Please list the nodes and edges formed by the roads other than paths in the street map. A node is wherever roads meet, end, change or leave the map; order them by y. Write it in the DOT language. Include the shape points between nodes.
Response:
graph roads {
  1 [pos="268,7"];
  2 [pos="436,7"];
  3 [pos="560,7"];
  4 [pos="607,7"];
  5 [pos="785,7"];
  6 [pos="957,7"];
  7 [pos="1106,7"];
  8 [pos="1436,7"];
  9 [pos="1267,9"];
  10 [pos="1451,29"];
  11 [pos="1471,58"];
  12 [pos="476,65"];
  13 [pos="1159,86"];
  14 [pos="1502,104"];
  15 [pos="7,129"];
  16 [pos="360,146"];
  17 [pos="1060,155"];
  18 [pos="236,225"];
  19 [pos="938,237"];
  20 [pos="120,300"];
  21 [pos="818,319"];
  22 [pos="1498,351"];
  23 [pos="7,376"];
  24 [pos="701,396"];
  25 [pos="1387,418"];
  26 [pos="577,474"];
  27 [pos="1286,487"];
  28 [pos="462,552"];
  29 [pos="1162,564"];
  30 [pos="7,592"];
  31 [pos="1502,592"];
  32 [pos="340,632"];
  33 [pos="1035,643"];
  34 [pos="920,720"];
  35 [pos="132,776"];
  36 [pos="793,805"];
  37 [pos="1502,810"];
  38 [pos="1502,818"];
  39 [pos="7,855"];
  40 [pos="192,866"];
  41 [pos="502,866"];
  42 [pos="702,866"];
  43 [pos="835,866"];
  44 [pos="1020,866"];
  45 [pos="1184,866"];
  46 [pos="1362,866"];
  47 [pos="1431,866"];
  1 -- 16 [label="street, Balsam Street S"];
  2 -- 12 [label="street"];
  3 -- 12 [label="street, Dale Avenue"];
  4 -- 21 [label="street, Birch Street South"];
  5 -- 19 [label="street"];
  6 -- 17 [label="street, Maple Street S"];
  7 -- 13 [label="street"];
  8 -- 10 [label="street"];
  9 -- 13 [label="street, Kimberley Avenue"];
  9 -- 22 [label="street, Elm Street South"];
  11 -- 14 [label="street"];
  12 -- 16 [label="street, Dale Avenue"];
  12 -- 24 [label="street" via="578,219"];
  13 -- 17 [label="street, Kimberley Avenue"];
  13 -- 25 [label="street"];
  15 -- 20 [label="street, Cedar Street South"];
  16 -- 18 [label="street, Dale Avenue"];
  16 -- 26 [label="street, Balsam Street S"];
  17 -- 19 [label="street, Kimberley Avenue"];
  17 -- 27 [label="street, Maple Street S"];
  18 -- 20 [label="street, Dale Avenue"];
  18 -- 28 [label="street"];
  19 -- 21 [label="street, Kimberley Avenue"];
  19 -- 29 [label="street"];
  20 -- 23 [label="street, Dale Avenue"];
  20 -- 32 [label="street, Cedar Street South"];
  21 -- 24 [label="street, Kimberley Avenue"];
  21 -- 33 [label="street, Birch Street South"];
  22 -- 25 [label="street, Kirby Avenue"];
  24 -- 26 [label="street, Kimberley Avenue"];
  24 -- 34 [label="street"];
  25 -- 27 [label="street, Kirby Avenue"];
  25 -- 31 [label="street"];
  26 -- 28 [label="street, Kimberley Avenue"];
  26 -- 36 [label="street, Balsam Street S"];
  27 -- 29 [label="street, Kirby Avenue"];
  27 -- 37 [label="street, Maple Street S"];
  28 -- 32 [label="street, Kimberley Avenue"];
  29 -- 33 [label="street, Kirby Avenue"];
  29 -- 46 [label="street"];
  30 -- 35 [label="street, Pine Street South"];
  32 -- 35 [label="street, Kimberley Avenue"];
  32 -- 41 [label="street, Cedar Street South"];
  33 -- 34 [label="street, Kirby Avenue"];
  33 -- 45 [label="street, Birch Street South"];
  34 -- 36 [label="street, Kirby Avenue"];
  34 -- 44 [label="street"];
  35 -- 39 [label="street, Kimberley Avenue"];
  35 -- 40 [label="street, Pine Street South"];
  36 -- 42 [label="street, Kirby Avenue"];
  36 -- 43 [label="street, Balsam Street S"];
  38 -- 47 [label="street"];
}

○ ○ ○ ○ ○

Wherever the word "Kimberley" occurs in a line of the listing, copy that line.

  9 -- 13 [label="street, Kimberley Avenue"];
  13 -- 17 [label="street, Kimberley Avenue"];
  17 -- 19 [label="street, Kimberley Avenue"];
  19 -- 21 [label="street, Kimberley Avenue"];
  21 -- 24 [label="street, Kimberley Avenue"];
  24 -- 26 [label="street, Kimberley Avenue"];
  26 -- 28 [label="street, Kimberley Avenue"];
  28 -- 32 [label="street, Kimberley Avenue"];
  32 -- 35 [label="street, Kimberley Avenue"];
  35 -- 39 [label="street, Kimberley Avenue"];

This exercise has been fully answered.